• YOUR ASSIGNMENT
Report the lines of the data below that contain the string "Smitty".

• STUDY MATERIAL
▶

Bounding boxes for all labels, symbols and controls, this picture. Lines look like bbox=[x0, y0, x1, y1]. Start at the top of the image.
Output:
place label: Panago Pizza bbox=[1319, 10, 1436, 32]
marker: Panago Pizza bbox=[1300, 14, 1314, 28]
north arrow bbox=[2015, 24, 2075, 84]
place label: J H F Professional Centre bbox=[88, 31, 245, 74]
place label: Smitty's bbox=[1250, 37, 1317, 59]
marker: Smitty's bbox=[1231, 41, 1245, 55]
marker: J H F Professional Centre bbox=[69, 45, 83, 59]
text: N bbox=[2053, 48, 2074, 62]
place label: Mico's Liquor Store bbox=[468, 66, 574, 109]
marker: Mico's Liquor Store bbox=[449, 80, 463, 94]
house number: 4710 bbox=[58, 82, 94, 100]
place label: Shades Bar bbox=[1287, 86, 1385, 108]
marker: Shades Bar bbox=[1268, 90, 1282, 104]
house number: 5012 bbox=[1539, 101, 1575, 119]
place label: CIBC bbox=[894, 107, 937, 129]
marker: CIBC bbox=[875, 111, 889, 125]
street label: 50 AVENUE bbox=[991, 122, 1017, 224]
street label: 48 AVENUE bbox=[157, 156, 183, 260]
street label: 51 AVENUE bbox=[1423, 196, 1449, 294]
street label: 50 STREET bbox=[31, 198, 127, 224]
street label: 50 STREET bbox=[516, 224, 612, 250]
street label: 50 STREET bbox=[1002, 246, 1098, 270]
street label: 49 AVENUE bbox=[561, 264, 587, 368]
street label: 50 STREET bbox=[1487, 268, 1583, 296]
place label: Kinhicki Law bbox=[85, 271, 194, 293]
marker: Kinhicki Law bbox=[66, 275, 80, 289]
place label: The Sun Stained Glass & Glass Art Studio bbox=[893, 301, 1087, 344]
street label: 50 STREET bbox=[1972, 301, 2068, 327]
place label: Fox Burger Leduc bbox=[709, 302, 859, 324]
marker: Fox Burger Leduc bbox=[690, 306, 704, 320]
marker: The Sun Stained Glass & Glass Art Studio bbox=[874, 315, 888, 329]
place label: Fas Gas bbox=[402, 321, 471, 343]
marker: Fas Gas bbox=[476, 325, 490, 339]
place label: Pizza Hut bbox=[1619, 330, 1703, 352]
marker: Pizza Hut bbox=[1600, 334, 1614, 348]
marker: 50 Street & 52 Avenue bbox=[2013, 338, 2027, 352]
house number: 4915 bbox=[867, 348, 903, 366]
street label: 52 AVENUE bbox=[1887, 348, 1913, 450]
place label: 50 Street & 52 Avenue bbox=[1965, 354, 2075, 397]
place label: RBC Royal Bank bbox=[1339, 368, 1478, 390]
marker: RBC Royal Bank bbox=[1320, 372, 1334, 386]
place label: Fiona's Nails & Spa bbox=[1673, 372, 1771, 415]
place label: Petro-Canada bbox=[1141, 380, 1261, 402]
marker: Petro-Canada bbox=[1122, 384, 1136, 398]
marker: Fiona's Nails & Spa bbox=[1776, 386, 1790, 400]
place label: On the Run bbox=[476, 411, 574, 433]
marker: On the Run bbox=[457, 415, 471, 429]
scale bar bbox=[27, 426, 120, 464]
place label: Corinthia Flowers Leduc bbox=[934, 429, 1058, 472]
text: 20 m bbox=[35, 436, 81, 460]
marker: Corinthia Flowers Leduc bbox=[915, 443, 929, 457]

◀

• FINISHED EXERCISE
place label: Smitty's bbox=[1250, 37, 1317, 59]
marker: Smitty's bbox=[1231, 41, 1245, 55]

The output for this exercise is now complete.